◆ INSTRUCTIONS TO FOLLOW ◆
Please restate every line below exactly, without any pictures.

◆ SUPPLIED DATA ◆
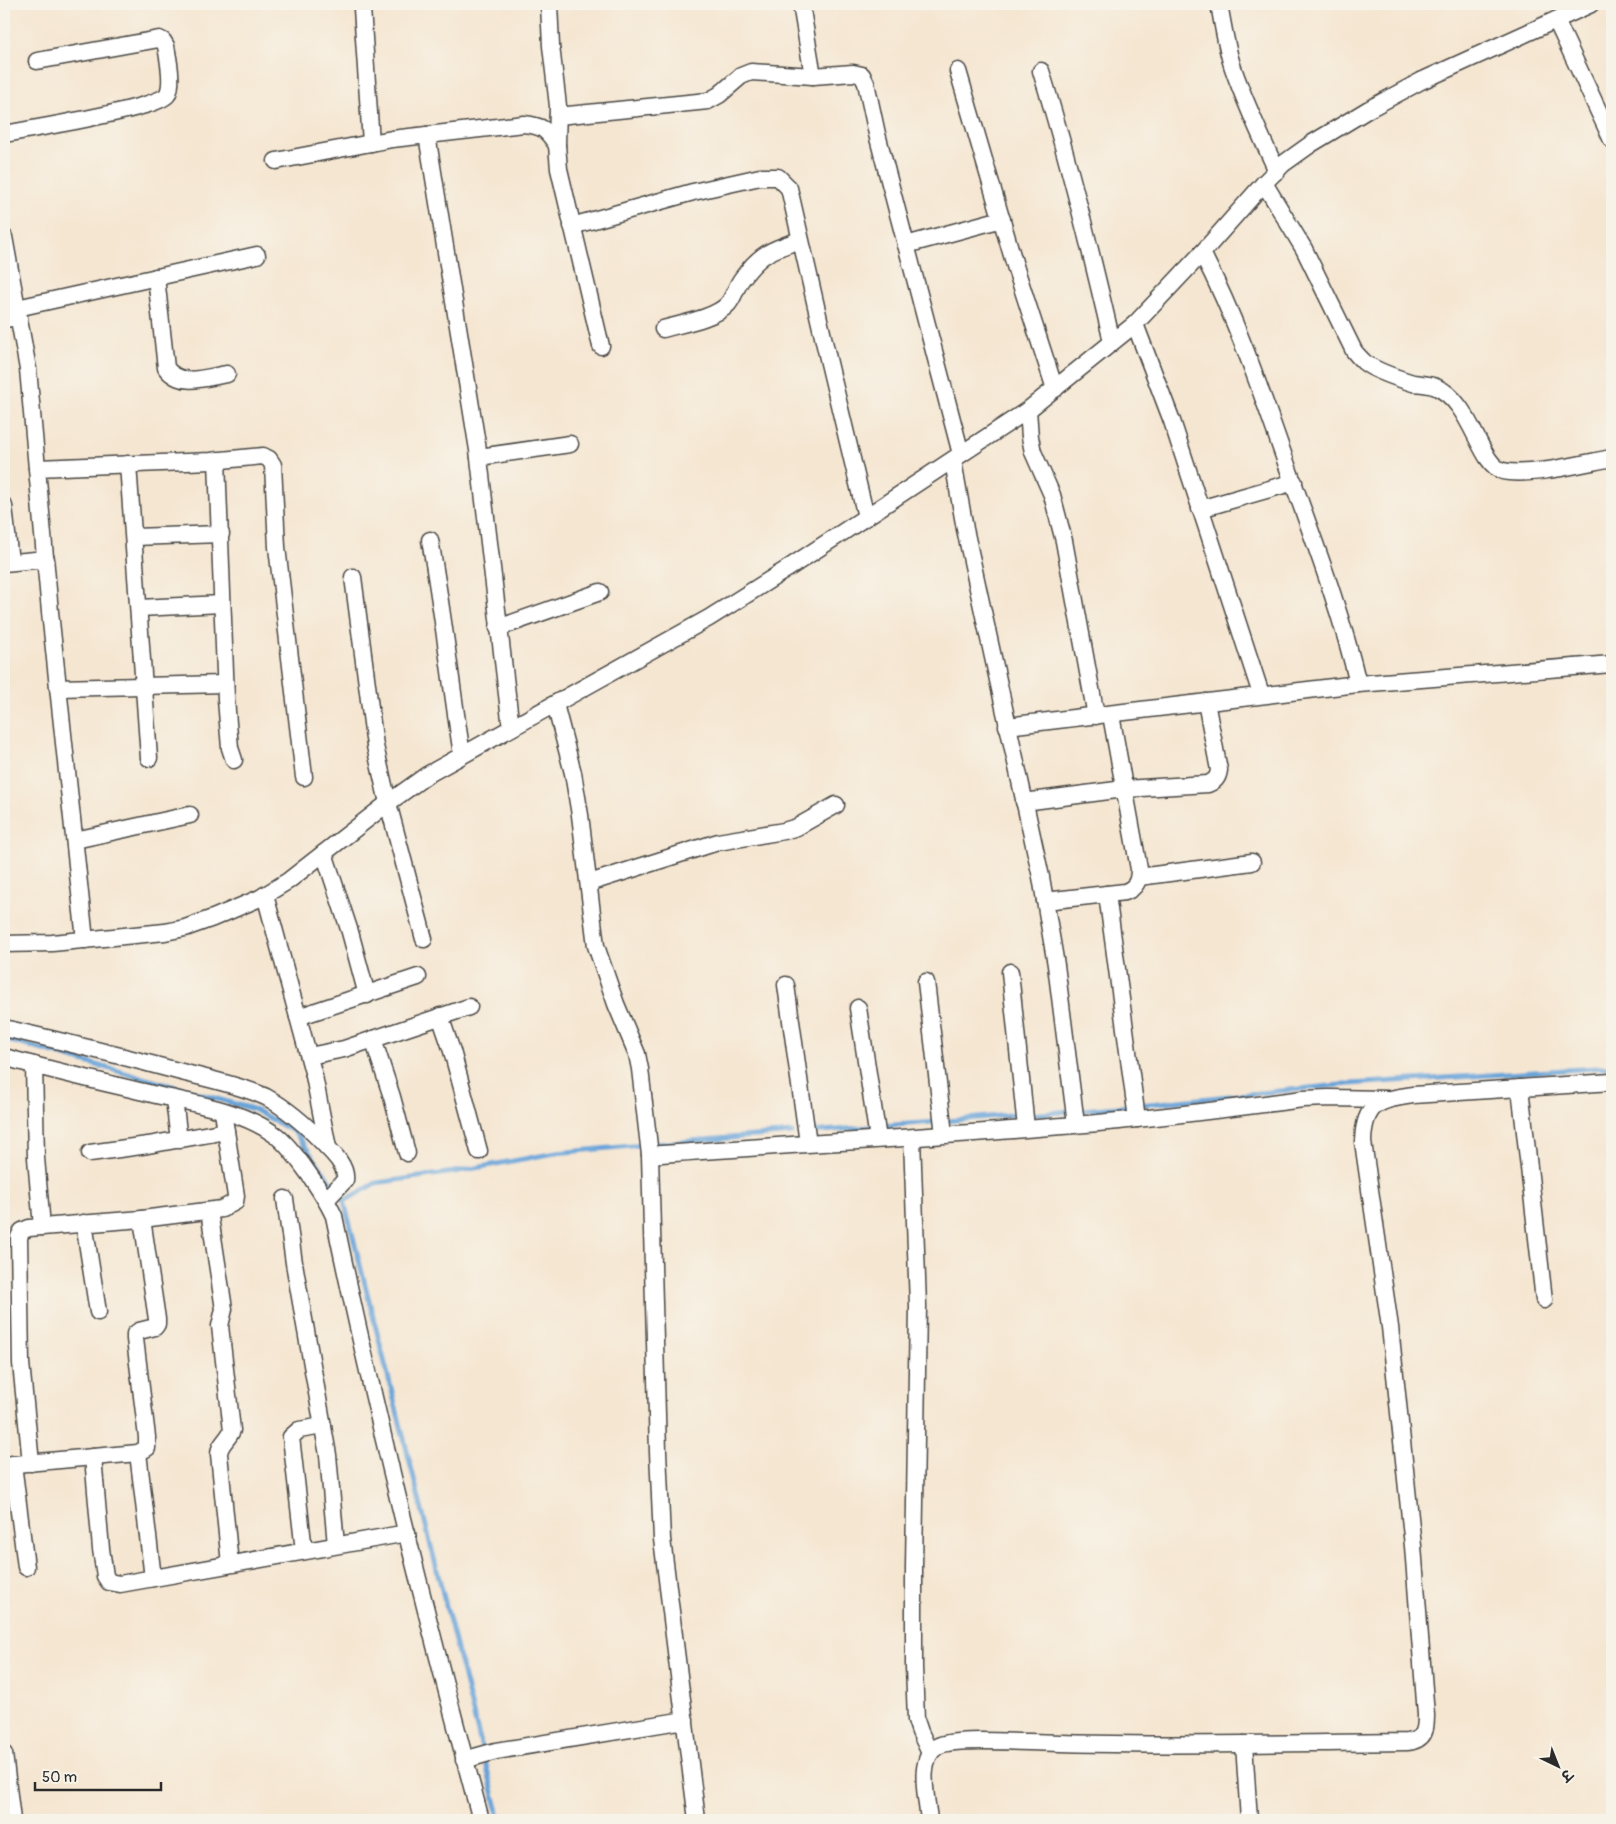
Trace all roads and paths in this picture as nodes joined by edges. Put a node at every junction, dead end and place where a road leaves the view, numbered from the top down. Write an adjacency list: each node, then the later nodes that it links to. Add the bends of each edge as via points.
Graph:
1 (549, 4): 11 (street)
2 (801, 4): 10 (street)
3 (1219, 4): 18 (street, via 1232,67)
4 (1591, 4): 6 (street)
5 (362, 8): 15 (street)
6 (1556, 20): 14 (street); 18 (street, via 1421,81 1311,144)
7 (37, 61): 12 (street, via 159,39 166,46 170,87 167,95 157,101 97,117)
8 (1041, 71): 31 (street, via 1082,211)
9 (958, 72): 20 (street)
10 (813, 76): 11 (street, via 751,72 708,101); 24 (street, via 853,73 862,75 866,82)
11 (558, 116): 16 (street)
12 (4, 134)
13 (428, 135): 15 (street); 16 (street, via 524,124 536,125 547,131); 37 (street)
14 (1612, 140)
15 (371, 143): 17 (street)
16 (556, 145): 21 (street)
17 (276, 161)
18 (1277, 170): 19 (street)
19 (1264, 183): 25 (street); 39 (street, via 1304,249 1354,351 1375,368 1411,382 1436,387 1452,397 1494,466 1506,471 1528,472)
20 (1002, 219): 24 (street); 34 (street)
21 (572, 226): 23 (street, via 693,192 760,177 778,177 789,188); 32 (street)
22 (4, 237): 28 (street)
23 (800, 240): 30 (street, via 761,256 721,310); 46 (street)
24 (906, 245): 38 (street)
25 (1202, 253): 29 (street); 43 (street, via 1220,288 1260,387)
26 (256, 255): 27 (street)
27 (156, 277): 28 (street); 33 (street, via 166,368 181,380)
28 (13, 314): 42 (street, via 28,369)
29 (1135, 324): 31 (street); 45 (street, via 1172,421)
30 (663, 329)
31 (1112, 342): 34 (street)
32 (601, 346)
33 (227, 374)
34 (1054, 390): 35 (street)
35 (1028, 410): 38 (street); 65 (street, via 1033,452 1052,496)
36 (570, 444): 37 (street)
37 (479, 457): 56 (street)
38 (957, 458): 46 (street); 66 (street, via 965,529)
39 (1612, 458)
40 (217, 460): 41 (street); 47 (street); 71 (street, via 263,456 269,458 273,465 277,547)
41 (128, 464): 42 (street); 48 (street)
42 (38, 468): 50 (street)
43 (1294, 482): 45 (street); 59 (street, via 1349,645)
44 (4, 506): 51 (street)
45 (1200, 509): 62 (street)
46 (866, 517): 64 (street, via 709,618)
47 (221, 534): 48 (street); 54 (street)
48 (134, 537): 55 (street)
49 (430, 540): 68 (street)
50 (46, 559): 51 (street); 61 (street)
51 (7, 563)
52 (353, 577): 74 (street, via 375,746)
53 (600, 592): 56 (street)
54 (222, 604): 55 (street); 58 (street)
55 (139, 608): 60 (street)
56 (498, 628): 67 (street)
57 (1612, 664): 59 (street)
58 (225, 684): 60 (street); 70 (street)
59 (1358, 684): 62 (street)
60 (144, 685): 61 (street); 69 (street)
61 (58, 688): 77 (street)
62 (1261, 694): 63 (street)
63 (1206, 702): 65 (street); 72 (street, via 1220,770 1214,781 1208,784)
64 (555, 704): 67 (street); 81 (street, via 573,773)
65 (1104, 716): 66 (street); 72 (street)
66 (1007, 726): 73 (street)
67 (511, 728): 68 (street)
68 (462, 755): 74 (street)
69 (149, 758)
70 (234, 760)
71 (304, 777)
72 (1124, 788): 73 (street); 80 (street)
73 (1024, 802): 84 (street)
74 (388, 803): 78 (street); 85 (street)
75 (836, 805): 81 (street, via 797,827 718,842)
76 (190, 815): 77 (street)
77 (75, 840): 86 (street)
78 (324, 853): 83 (street); 92 (street)
79 (1252, 862): 80 (street)
80 (1139, 877): 82 (street, via 1132,890)
81 (589, 882): 120 (street, via 596,946 637,1054)
82 (1108, 894): 84 (street); 107 (street)
83 (265, 895): 86 (street, via 185,928); 96 (street)
84 (1045, 901): 108 (street)
85 (424, 939)
86 (84, 940): 87 (street)
87 (4, 944)
88 (1010, 972): 109 (street)
89 (418, 977): 92 (street)
90 (926, 982): 111 (street)
91 (786, 985): 115 (street)
92 (367, 995): 96 (street)
93 (469, 1007): 95 (street)
94 (858, 1008): 112 (street)
95 (440, 1016): 98 (street); 117 (street)
96 (298, 1018): 99 (street)
97 (4, 1028): 116 (street, via 252,1092 279,1105)
98 (373, 1038): 99 (street, via 344,1049); 119 (street)
99 (309, 1056): 116 (street)
100 (4, 1057): 101 (street)
101 (34, 1066): 104 (street); 126 (street, via 36,1158)
102 (1612, 1082): 103 (street)
103 (1520, 1088): 105 (street); 127 (street)
104 (174, 1099): 106 (street); 114 (street)
105 (1387, 1099): 107 (street, via 1303,1099); 141 (street, via 1368,1113 1364,1142 1390,1327 1414,1556 1426,1729 1422,1737 1407,1742)
106 (223, 1112): 110 (street); 121 (street, via 251,1121 276,1135 308,1173)
107 (1137, 1119): 108 (street)
108 (1076, 1124): 109 (street)
109 (1026, 1128): 111 (street)
110 (226, 1131): 114 (street); 123 (street, via 235,1202 222,1209)
111 (944, 1134): 113 (street)
112 (878, 1138): 113 (street); 115 (street)
113 (912, 1138): 142 (street, via 918,1306 914,1668 916,1720)
114 (179, 1140): 118 (street)
115 (808, 1143): 120 (street)
116 (328, 1148): 121 (street, via 346,1176)
117 (479, 1151)
118 (90, 1153)
119 (407, 1153)
120 (650, 1154): 140 (street, via 662,1539)
121 (333, 1193): 134 (street, via 334,1216)
122 (285, 1199): 129 (street)
123 (209, 1210): 124 (street); 137 (street, via 224,1309 220,1326 232,1430 219,1448)
124 (142, 1219): 125 (street); 130 (street, via 157,1324 135,1334 148,1444)
125 (84, 1223): 126 (street); 128 (street)
126 (42, 1227): 132 (street, via 22,1231 19,1237 21,1364)
127 (1544, 1300)
128 (98, 1312)
129 (323, 1426): 135 (street); 136 (street, via 299,1430 291,1437)
130 (138, 1453): 131 (street); 139 (street)
131 (93, 1457): 132 (street); 139 (street, via 105,1576 109,1582 120,1584)
132 (31, 1463): 133 (street)
133 (8, 1465): 138 (street)
134 (407, 1533): 135 (street); 144 (street)
135 (336, 1546): 136 (street)
136 (304, 1551): 137 (street)
137 (230, 1564): 139 (street)
138 (26, 1567)
139 (153, 1578)
140 (685, 1720): 144 (street); 147 (street)
141 (1244, 1744): 142 (street, via 951,1742 939,1745); 149 (street)
142 (930, 1753): 148 (street, via 924,1776)
143 (4, 1754): 145 (street)
144 (469, 1758): 146 (street)
145 (12, 1820)
146 (481, 1820)
147 (697, 1820)
148 (929, 1820)
149 (1249, 1820)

◆ EXERCISE SOLUTION ◆
Trace all roads and paths in this picture as nodes joined by edges. Put a node at every junction, dead end and place where a road leaves the view, numbered from the top down. Write an adjacency list: each node, then the later nodes that it links to. Add the bends of each edge as via points.
Graph:
1 (549, 4): 11 (street)
2 (801, 4): 10 (street)
3 (1219, 4): 18 (street, via 1232,67)
4 (1591, 4): 6 (street)
5 (362, 8): 15 (street)
6 (1556, 20): 14 (street); 18 (street, via 1421,81 1311,144)
7 (37, 61): 12 (street, via 159,39 166,46 170,87 167,95 157,101 97,117)
8 (1041, 71): 31 (street, via 1082,211)
9 (958, 72): 20 (street)
10 (813, 76): 11 (street, via 751,72 708,101); 24 (street, via 853,73 862,75 866,82)
11 (558, 116): 16 (street)
12 (4, 134)
13 (428, 135): 15 (street); 16 (street, via 524,124 536,125 547,131); 37 (street)
14 (1612, 140)
15 (371, 143): 17 (street)
16 (556, 145): 21 (street)
17 (276, 161)
18 (1277, 170): 19 (street)
19 (1264, 183): 25 (street); 39 (street, via 1304,249 1354,351 1375,368 1411,382 1436,387 1452,397 1494,466 1506,471 1528,472)
20 (1002, 219): 24 (street); 34 (street)
21 (572, 226): 23 (street, via 693,192 760,177 778,177 789,188); 32 (street)
22 (4, 237): 28 (street)
23 (800, 240): 30 (street, via 761,256 721,310); 46 (street)
24 (906, 245): 38 (street)
25 (1202, 253): 29 (street); 43 (street, via 1220,288 1260,387)
26 (256, 255): 27 (street)
27 (156, 277): 28 (street); 33 (street, via 166,368 181,380)
28 (13, 314): 42 (street, via 28,369)
29 (1135, 324): 31 (street); 45 (street, via 1172,421)
30 (663, 329)
31 (1112, 342): 34 (street)
32 (601, 346)
33 (227, 374)
34 (1054, 390): 35 (street)
35 (1028, 410): 38 (street); 65 (street, via 1033,452 1052,496)
36 (570, 444): 37 (street)
37 (479, 457): 56 (street)
38 (957, 458): 46 (street); 66 (street, via 965,529)
39 (1612, 458)
40 (217, 460): 41 (street); 47 (street); 71 (street, via 263,456 269,458 273,465 277,547)
41 (128, 464): 42 (street); 48 (street)
42 (38, 468): 50 (street)
43 (1294, 482): 45 (street); 59 (street, via 1349,645)
44 (4, 506): 51 (street)
45 (1200, 509): 62 (street)
46 (866, 517): 64 (street, via 709,618)
47 (221, 534): 48 (street); 54 (street)
48 (134, 537): 55 (street)
49 (430, 540): 68 (street)
50 (46, 559): 51 (street); 61 (street)
51 (7, 563)
52 (353, 577): 74 (street, via 375,746)
53 (600, 592): 56 (street)
54 (222, 604): 55 (street); 58 (street)
55 (139, 608): 60 (street)
56 (498, 628): 67 (street)
57 (1612, 664): 59 (street)
58 (225, 684): 60 (street); 70 (street)
59 (1358, 684): 62 (street)
60 (144, 685): 61 (street); 69 (street)
61 (58, 688): 77 (street)
62 (1261, 694): 63 (street)
63 (1206, 702): 65 (street); 72 (street, via 1220,770 1214,781 1208,784)
64 (555, 704): 67 (street); 81 (street, via 573,773)
65 (1104, 716): 66 (street); 72 (street)
66 (1007, 726): 73 (street)
67 (511, 728): 68 (street)
68 (462, 755): 74 (street)
69 (149, 758)
70 (234, 760)
71 (304, 777)
72 (1124, 788): 73 (street); 80 (street)
73 (1024, 802): 84 (street)
74 (388, 803): 78 (street); 85 (street)
75 (836, 805): 81 (street, via 797,827 718,842)
76 (190, 815): 77 (street)
77 (75, 840): 86 (street)
78 (324, 853): 83 (street); 92 (street)
79 (1252, 862): 80 (street)
80 (1139, 877): 82 (street, via 1132,890)
81 (589, 882): 120 (street, via 596,946 637,1054)
82 (1108, 894): 84 (street); 107 (street)
83 (265, 895): 86 (street, via 185,928); 96 (street)
84 (1045, 901): 108 (street)
85 (424, 939)
86 (84, 940): 87 (street)
87 (4, 944)
88 (1010, 972): 109 (street)
89 (418, 977): 92 (street)
90 (926, 982): 111 (street)
91 (786, 985): 115 (street)
92 (367, 995): 96 (street)
93 (469, 1007): 95 (street)
94 (858, 1008): 112 (street)
95 (440, 1016): 98 (street); 117 (street)
96 (298, 1018): 99 (street)
97 (4, 1028): 116 (street, via 252,1092 279,1105)
98 (373, 1038): 99 (street, via 344,1049); 119 (street)
99 (309, 1056): 116 (street)
100 (4, 1057): 101 (street)
101 (34, 1066): 104 (street); 126 (street, via 36,1158)
102 (1612, 1082): 103 (street)
103 (1520, 1088): 105 (street); 127 (street)
104 (174, 1099): 106 (street); 114 (street)
105 (1387, 1099): 107 (street, via 1303,1099); 141 (street, via 1368,1113 1364,1142 1390,1327 1414,1556 1426,1729 1422,1737 1407,1742)
106 (223, 1112): 110 (street); 121 (street, via 251,1121 276,1135 308,1173)
107 (1137, 1119): 108 (street)
108 (1076, 1124): 109 (street)
109 (1026, 1128): 111 (street)
110 (226, 1131): 114 (street); 123 (street, via 235,1202 222,1209)
111 (944, 1134): 113 (street)
112 (878, 1138): 113 (street); 115 (street)
113 (912, 1138): 142 (street, via 918,1306 914,1668 916,1720)
114 (179, 1140): 118 (street)
115 (808, 1143): 120 (street)
116 (328, 1148): 121 (street, via 346,1176)
117 (479, 1151)
118 (90, 1153)
119 (407, 1153)
120 (650, 1154): 140 (street, via 662,1539)
121 (333, 1193): 134 (street, via 334,1216)
122 (285, 1199): 129 (street)
123 (209, 1210): 124 (street); 137 (street, via 224,1309 220,1326 232,1430 219,1448)
124 (142, 1219): 125 (street); 130 (street, via 157,1324 135,1334 148,1444)
125 (84, 1223): 126 (street); 128 (street)
126 (42, 1227): 132 (street, via 22,1231 19,1237 21,1364)
127 (1544, 1300)
128 (98, 1312)
129 (323, 1426): 135 (street); 136 (street, via 299,1430 291,1437)
130 (138, 1453): 131 (street); 139 (street)
131 (93, 1457): 132 (street); 139 (street, via 105,1576 109,1582 120,1584)
132 (31, 1463): 133 (street)
133 (8, 1465): 138 (street)
134 (407, 1533): 135 (street); 144 (street)
135 (336, 1546): 136 (street)
136 (304, 1551): 137 (street)
137 (230, 1564): 139 (street)
138 (26, 1567)
139 (153, 1578)
140 (685, 1720): 144 (street); 147 (street)
141 (1244, 1744): 142 (street, via 951,1742 939,1745); 149 (street)
142 (930, 1753): 148 (street, via 924,1776)
143 (4, 1754): 145 (street)
144 (469, 1758): 146 (street)
145 (12, 1820)
146 (481, 1820)
147 (697, 1820)
148 (929, 1820)
149 (1249, 1820)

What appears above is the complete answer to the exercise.